◆ Task description ◆
Search the data for the word "main" and copy every line where it occurs.

◆ Data for this exercise ◆

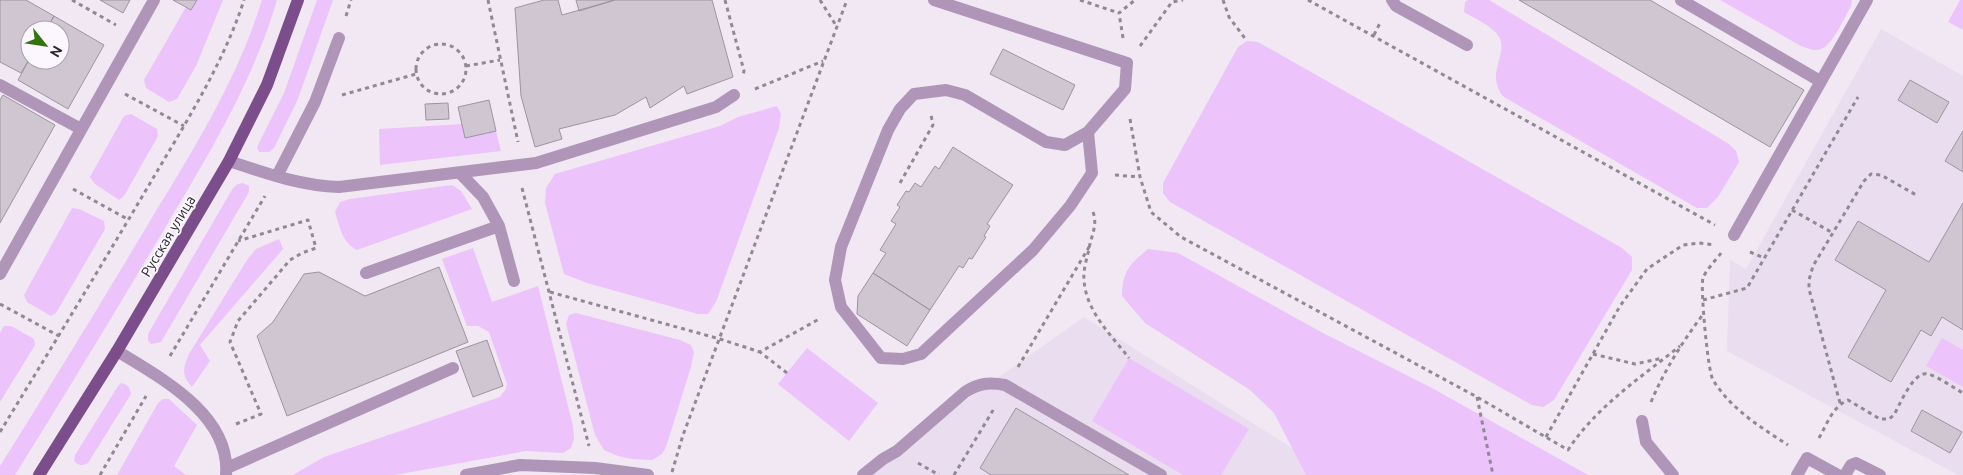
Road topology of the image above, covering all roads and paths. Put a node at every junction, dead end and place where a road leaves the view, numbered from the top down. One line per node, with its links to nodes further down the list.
1 (72, 0): 20 (path)
2 (154, 0): 20 (lane)
3 (244, 0): 38 (path)
4 (298, 0): 41 (main road, Русская улица)
5 (488, 0): 24 (path)
6 (725, 0): 34 (path)
7 (820, 0): 19 (path)
8 (847, 0): 19 (path)
9 (934, 0): 26 (lane)
10 (1080, 0): 18 (path)
11 (1135, 0): 18 (path)
12 (1183, 0): 26 (path)
13 (1223, 0): 22 (path)
14 (1308, 0): 53 (path)
15 (1392, 0): 23 (lane)
16 (1681, 0): 29 (lane)
17 (1867, 0): 29 (lane)
18 (1119, 13): 26 (path)
19 (837, 27): 25 (path)
20 (134, 35): 30 (lane)
21 (339, 38): 36 (lane)
22 (1247, 41)
23 (1467, 45)
24 (500, 60): 27 (path); 37 (path)
25 (824, 61): 34 (path); 66 (path)
26 (1127, 63): 32 (lane)
27 (466, 66): 28 (path); 28 (path)
28 (416, 74): 36 (path)
29 (1820, 81): 53 (lane)
30 (107, 84): 38 (path); 39 (lane)
31 (0, 85): 39 (lane)
32 (1125, 89): 40 (lane); 78 (path)
33 (928, 92): 40 (lane); 45 (path); 63 (lane)
34 (734, 95): 42 (lane)
35 (1858, 98): 49 (path)
36 (315, 102): 43 (lane)
37 (512, 118)
38 (184, 126): 50 (path)
39 (81, 129): 58 (lane)
40 (1088, 132): 47 (lane)
41 (229, 161): 43 (lane); 68 (main road, Русская улица)
42 (460, 173): 43 (lane); 51 (lane)
43 (276, 176): 54 (path)
44 (520, 182): 60 (path)
45 (900, 184)
46 (78, 192): 50 (path)
47 (1078, 195): 55 (path); 63 (lane)
48 (1918, 196): 52 (path)
49 (1792, 210): 52 (path); 56 (path)
50 (129, 220): 65 (path)
51 (499, 226): 57 (lane); 59 (lane)
52 (1832, 233): 79 (path)
53 (1730, 240): 56 (path); 61 (path); 70 (path)
54 (238, 241): 75 (path); 80 (path)
55 (1089, 247): 71 (path); 76 (path)
56 (1764, 258): 61 (path)
57 (366, 273)
58 (0, 274)
59 (514, 281)
60 (550, 292): 66 (path); 85 (path)
61 (1703, 300): 64 (path)
62 (0, 304): 65 (path)
63 (841, 307): 69 (path)
64 (1704, 312): 67 (path); 84 (path)
65 (59, 336): 82 (path)
66 (720, 339): 69 (path); 91 (path)
67 (1680, 346): 72 (path); 81 (path)
68 (117, 351): 75 (lane); 87 (main road, Русская улица)
69 (760, 352): 74 (path)
70 (1593, 354): 72 (path); 83 (path)
71 (1129, 358)
72 (1666, 358): 83 (path)
73 (453, 368): 86 (lane)
74 (787, 373)
75 (158, 376): 86 (lane); 88 (path)
76 (1007, 386): 92 (lane); 93 (path); 94 (lane)
77 (1963, 393): 79 (path)
78 (1476, 397): 83 (path); 95 (path)
79 (1840, 403): 84 (path)
80 (261, 414)
81 (1642, 421): 96 (lane)
82 (0, 432)
83 (1546, 437)
84 (1807, 458): 97 (lane); 98 (lane)
85 (595, 468): 89 (lane); 90 (lane)
86 (226, 471)
87 (42, 474)
88 (100, 475)
89 (466, 475)
90 (648, 475)
91 (671, 475)
92 (862, 475)
93 (954, 475)
94 (1161, 475)
95 (1493, 475)
96 (1674, 475)
97 (1797, 475)
98 (1838, 475)
99 (1846, 475): 100 (lane)
100 (1880, 475)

◆ Result ◆
4 (298, 0): 41 (main road, Русская улица)
41 (229, 161): 43 (lane); 68 (main road, Русская улица)
68 (117, 351): 75 (lane); 87 (main road, Русская улица)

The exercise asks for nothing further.